The best thing I've seen about this recently was what Matt Yglesias said a week ago:
It’s definitely true that in principle a country should always have a specific plan for returning to long-term balance. But does that ever actually happen? The budget deficit isn’t currently a problem, but it almost certainly will be in the future and that’s when congress will act to deal with it...

The big deficit reduction deals of the 80s and 90s didn’t just happen for no reason. They happened because the large structural deficits of the Ronald Reagan administration were creating serious economic problems. Today we have serious economic problems, but none of them are caused by the deficit...It would be wise and just and moral for the 112th Congress to pass a judicious long-term debt reduction program, but it doesn’t seem even remotely realistic. Is there any precedent for a country doing deficit reduction pre-emptively in the way everyone seems to be suggesting we should? 
We don't know what the budget situation is going to look like when it comes time to actually deal with it.  Two questions overwhelm everything else: will the economy grow at something resembling a health pace for the next few years?  And, there are lots of essentially starter cost controls in ACA; will they appear to be working a few years down the road, and if so can they (technically and politically) be ramped up? 

The deficit commission was never likely to produce anything, and it's just as unlikely now.  

One and Done (Done Right)

The problem for Republicans in 2011 is obvious.  The base wants confrontation, but John Boehner knows what happened the last time Republicans tried to shut down the government: the president won the confrontation, and Newt wound up as bantha fodder.  The logic is inescapable: Barack Obama holds steady, and the GOP conference winds up splintering between those who are being egged on by Rush, Beck, and the Sage of Wasilla, and those in marginal districts who see their re-election hopes shattered.

And that's not the only dilemma facing Congressional Republicans!  The bottom line for them is one in which there's really nothing they can do to fight off the inevitable accusations that they've Gone Washington and Sold Out.

However...there is, just perhaps, one option available that might do the trick.

If they play it right...

January 5, Congress convenes.  John Boehner, Speaker of the House.

January 6:


That's right.  Walk out.

Every single Republican. 

Just imagine the glow of the Tea Party parades greeting each of their heroes at the train stations!  Just imagine how much it would leave the Democrats and their media friends in utter confusion! 

Finally, real citizen-politicians, proving, without any doubt at all, that they're not just in it for the power and the perks.  Finally, at long last, a party that puts the people first, not Washington.  Finally, a group who really get it.

Resistance? Futile.  Just think how bad the Democrats would look if they frustrated the public will and stayed in office.  I can just imagine the impassioned editorials calling for statist liberal Democrats to follow the moral example of the 21st century Cincinnati. 
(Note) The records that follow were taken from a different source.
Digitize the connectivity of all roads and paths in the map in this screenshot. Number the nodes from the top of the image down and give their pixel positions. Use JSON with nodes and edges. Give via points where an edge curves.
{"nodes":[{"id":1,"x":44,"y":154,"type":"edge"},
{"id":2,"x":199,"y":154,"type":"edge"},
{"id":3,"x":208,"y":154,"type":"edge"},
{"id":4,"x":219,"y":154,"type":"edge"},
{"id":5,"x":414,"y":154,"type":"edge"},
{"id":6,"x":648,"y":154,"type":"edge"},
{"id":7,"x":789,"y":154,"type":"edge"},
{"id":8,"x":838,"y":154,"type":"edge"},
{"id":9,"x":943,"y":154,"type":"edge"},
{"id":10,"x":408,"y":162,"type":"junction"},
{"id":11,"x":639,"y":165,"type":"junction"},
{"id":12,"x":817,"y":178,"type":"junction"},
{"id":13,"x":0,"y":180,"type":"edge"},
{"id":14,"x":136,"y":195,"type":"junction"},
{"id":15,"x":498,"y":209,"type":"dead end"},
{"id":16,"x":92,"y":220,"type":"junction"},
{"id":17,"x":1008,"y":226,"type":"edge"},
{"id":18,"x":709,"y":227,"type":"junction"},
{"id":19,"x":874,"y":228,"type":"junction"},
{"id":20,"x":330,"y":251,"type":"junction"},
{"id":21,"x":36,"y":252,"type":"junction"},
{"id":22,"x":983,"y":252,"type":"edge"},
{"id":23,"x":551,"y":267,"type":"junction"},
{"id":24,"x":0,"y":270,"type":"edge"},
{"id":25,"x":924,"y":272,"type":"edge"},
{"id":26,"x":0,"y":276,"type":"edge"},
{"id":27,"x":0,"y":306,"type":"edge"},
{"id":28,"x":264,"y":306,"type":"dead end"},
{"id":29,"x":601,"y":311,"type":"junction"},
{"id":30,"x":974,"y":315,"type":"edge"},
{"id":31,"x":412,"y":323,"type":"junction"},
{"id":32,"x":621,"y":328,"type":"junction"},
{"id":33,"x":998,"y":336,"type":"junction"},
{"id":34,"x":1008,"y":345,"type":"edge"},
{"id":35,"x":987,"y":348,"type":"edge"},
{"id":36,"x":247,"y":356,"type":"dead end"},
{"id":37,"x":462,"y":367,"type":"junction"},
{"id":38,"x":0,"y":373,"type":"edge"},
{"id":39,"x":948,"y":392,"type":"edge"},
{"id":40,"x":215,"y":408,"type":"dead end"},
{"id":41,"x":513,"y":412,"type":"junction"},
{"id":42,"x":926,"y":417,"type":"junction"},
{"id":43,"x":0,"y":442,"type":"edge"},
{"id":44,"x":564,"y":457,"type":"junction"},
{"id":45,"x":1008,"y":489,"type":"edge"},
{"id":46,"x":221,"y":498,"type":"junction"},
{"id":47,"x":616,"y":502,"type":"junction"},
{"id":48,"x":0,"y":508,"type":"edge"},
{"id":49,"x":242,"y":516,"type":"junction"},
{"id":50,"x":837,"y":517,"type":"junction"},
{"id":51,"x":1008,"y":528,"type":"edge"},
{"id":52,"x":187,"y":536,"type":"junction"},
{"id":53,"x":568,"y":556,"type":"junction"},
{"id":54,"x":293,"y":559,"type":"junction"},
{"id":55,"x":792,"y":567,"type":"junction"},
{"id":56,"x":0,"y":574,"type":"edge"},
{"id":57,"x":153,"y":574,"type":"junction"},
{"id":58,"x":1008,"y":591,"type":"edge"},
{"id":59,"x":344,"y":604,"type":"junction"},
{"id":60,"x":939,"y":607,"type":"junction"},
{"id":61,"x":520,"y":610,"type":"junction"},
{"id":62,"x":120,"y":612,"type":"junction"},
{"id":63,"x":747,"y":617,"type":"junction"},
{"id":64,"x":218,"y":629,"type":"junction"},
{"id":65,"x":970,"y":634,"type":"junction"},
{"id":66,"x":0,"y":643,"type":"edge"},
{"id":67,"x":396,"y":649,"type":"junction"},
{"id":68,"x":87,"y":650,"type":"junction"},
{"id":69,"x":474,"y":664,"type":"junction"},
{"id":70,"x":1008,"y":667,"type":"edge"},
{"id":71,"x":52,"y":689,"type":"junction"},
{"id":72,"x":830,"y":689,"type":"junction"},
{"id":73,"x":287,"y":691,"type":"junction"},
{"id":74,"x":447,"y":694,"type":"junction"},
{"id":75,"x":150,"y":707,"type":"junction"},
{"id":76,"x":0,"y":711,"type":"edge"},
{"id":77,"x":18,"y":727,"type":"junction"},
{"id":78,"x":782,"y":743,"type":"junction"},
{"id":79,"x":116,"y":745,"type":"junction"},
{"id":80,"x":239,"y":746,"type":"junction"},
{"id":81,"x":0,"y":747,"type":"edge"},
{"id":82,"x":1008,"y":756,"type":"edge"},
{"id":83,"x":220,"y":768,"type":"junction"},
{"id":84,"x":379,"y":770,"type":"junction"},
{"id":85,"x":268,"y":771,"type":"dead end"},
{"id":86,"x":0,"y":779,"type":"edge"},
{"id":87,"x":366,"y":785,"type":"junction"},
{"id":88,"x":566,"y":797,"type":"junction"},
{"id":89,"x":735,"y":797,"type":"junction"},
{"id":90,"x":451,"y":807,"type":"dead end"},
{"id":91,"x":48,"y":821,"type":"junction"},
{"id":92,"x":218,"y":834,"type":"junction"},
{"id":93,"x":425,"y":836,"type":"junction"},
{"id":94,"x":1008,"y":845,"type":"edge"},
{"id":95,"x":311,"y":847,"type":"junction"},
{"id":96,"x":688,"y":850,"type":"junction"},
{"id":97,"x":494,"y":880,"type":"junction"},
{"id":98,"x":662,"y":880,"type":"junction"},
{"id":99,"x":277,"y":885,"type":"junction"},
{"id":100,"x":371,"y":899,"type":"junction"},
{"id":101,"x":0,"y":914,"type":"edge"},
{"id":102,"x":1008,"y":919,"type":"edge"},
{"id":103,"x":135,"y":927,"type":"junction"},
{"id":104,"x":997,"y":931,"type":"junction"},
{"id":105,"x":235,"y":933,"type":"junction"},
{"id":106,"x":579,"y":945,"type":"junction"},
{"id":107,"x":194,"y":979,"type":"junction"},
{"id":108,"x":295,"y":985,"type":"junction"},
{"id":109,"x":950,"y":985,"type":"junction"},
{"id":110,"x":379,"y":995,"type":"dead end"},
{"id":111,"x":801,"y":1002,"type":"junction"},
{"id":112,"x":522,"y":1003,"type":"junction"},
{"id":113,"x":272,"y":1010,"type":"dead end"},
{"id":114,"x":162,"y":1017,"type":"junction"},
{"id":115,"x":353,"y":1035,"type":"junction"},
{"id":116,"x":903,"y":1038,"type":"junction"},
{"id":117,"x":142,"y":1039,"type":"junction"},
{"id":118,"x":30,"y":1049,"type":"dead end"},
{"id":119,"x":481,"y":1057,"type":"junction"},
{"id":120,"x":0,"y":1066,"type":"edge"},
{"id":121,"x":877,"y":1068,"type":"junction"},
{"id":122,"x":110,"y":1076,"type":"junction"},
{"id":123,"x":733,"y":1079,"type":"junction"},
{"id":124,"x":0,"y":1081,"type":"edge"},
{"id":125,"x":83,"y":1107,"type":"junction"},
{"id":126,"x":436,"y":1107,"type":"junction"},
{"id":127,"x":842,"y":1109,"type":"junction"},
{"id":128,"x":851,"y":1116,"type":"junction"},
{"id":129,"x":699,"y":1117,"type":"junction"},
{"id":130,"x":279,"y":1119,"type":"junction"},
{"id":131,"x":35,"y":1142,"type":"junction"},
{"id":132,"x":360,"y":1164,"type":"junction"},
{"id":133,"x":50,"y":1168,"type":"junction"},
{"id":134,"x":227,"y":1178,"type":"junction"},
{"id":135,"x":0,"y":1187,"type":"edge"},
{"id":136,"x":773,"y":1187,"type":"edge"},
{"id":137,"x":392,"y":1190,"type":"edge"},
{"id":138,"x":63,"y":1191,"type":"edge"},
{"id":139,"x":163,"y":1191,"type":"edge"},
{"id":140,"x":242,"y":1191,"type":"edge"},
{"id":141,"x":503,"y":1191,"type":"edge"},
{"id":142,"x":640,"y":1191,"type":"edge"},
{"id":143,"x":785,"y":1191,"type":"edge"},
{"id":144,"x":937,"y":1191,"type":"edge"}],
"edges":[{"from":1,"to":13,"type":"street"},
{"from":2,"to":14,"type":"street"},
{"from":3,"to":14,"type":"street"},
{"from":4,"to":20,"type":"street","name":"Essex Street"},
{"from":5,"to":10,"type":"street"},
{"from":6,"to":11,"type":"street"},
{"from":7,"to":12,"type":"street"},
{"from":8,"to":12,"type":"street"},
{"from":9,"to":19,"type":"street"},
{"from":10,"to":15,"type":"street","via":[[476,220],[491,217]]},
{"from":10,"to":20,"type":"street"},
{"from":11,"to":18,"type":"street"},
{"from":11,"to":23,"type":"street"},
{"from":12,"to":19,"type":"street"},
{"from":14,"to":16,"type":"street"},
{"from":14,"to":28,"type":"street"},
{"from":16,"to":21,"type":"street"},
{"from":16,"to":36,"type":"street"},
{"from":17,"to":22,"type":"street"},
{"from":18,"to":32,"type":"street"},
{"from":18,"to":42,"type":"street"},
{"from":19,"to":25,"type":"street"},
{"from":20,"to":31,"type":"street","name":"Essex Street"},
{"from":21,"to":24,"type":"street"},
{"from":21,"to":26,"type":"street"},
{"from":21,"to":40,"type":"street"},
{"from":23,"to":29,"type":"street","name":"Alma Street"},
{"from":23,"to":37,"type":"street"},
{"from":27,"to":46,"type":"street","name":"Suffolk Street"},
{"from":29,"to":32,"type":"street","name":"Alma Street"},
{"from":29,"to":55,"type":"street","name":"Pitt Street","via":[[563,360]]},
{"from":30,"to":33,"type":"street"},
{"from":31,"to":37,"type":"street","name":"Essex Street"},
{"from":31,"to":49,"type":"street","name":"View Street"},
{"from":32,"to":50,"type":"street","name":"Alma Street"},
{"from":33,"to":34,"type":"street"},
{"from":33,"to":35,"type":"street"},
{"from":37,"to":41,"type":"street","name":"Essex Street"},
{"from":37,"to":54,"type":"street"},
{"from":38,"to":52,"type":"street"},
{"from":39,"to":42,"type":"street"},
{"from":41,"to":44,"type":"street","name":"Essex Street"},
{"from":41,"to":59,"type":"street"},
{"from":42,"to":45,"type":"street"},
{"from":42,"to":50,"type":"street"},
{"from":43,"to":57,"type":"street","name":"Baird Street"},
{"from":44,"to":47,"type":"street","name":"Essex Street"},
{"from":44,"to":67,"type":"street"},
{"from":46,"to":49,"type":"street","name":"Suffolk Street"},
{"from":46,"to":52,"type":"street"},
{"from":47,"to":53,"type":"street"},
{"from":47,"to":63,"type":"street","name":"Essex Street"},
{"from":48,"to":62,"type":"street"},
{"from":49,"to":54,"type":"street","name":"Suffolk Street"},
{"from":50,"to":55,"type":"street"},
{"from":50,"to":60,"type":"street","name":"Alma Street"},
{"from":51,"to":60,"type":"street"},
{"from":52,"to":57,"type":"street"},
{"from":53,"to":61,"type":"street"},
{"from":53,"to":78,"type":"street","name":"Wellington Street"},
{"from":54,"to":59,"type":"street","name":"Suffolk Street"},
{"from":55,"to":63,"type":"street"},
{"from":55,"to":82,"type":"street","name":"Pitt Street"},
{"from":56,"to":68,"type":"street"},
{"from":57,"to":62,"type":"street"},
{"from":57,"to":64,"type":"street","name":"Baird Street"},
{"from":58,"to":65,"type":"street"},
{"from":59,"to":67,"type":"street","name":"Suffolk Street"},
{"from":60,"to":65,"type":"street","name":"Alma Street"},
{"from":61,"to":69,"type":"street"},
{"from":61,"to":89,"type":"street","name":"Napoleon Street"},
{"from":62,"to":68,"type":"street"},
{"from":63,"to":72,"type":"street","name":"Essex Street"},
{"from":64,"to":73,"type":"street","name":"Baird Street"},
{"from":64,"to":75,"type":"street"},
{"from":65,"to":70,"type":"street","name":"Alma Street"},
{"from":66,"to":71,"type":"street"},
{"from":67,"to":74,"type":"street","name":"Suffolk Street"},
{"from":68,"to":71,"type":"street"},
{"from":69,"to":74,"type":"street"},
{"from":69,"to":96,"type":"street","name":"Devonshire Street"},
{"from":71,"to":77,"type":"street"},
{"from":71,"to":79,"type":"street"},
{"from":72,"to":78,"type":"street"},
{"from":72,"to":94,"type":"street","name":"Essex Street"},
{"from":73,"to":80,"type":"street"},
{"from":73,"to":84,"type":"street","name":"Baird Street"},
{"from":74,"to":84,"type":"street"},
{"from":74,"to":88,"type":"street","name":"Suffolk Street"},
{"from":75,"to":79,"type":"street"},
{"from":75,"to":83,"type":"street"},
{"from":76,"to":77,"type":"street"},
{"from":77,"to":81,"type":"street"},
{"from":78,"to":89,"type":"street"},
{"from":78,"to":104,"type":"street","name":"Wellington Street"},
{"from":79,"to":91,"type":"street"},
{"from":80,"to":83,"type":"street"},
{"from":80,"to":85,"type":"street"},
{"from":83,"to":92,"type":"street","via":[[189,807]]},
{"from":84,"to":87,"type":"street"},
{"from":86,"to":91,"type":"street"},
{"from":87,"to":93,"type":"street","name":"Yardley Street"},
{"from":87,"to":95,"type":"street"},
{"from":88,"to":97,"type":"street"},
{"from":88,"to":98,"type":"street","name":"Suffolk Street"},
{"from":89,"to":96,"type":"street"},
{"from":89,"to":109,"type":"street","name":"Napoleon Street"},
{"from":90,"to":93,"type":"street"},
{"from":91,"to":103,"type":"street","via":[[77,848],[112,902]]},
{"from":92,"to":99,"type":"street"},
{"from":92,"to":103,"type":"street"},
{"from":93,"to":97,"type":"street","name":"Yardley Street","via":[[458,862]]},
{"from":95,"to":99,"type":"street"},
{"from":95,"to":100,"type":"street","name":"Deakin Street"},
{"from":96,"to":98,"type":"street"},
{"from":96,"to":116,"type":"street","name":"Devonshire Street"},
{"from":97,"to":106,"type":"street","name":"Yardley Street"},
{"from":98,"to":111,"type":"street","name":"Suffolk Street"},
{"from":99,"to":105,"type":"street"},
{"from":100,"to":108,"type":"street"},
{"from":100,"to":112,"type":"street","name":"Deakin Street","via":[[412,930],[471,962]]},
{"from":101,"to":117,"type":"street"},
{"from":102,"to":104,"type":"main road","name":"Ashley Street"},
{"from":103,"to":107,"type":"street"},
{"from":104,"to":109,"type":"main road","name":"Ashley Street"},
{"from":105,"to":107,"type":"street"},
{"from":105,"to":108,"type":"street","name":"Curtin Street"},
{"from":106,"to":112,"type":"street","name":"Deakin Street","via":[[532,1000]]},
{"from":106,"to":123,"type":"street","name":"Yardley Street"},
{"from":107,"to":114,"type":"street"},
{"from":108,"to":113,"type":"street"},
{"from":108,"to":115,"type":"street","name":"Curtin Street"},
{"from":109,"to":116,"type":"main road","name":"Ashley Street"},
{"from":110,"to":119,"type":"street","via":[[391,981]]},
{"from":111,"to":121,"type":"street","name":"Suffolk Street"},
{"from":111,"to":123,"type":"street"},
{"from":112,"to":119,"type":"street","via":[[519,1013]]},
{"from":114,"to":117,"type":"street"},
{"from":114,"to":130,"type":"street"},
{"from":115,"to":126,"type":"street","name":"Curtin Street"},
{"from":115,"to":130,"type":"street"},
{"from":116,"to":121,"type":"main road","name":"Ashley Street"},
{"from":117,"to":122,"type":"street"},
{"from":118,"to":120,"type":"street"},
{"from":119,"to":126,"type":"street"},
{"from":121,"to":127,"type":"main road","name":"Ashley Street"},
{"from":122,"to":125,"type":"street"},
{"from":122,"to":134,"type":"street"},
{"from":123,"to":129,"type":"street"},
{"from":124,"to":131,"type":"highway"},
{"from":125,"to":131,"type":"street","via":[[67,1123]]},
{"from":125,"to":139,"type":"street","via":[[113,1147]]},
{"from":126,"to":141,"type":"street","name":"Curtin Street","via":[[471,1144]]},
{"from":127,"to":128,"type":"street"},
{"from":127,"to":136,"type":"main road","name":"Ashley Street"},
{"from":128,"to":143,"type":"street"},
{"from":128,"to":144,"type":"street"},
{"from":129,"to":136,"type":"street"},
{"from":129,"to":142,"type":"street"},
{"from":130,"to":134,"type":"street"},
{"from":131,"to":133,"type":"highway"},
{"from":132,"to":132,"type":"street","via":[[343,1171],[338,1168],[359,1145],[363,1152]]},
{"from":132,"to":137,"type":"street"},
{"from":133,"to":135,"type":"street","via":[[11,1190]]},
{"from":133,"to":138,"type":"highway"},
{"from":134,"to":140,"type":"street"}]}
Congress, without a quorum in the House, would be paralyzed.  Ideally, this would coincide with a short extension of appropriations through, say, January 15, so that Democrats would be left running the entire government when it shut down.  Blame the Republican heroes?  How?  They're not even there!  The massive inconveniences would clearly be the fault of Kenyan anticolonial ideology.

For once, conservatives wouldn't have to worry about their leaders selling them out.  How could they, when they weren't even there?

And then, in the special elections that would eventually follow, comes the bonus: a chance to purge all the moderates and RINOs from the party for good.  Yes, some good Tea Party candidates would be lost, but with them leading the way real conservatives could make it clear that the way to remain a hero is to stay home.  With all those entrenched, compromising losers gone, it would be a simple matter for actual conservatives to sweep into office.

After which I suppose they would have to resign again, but I haven't quite gamed that part of it out.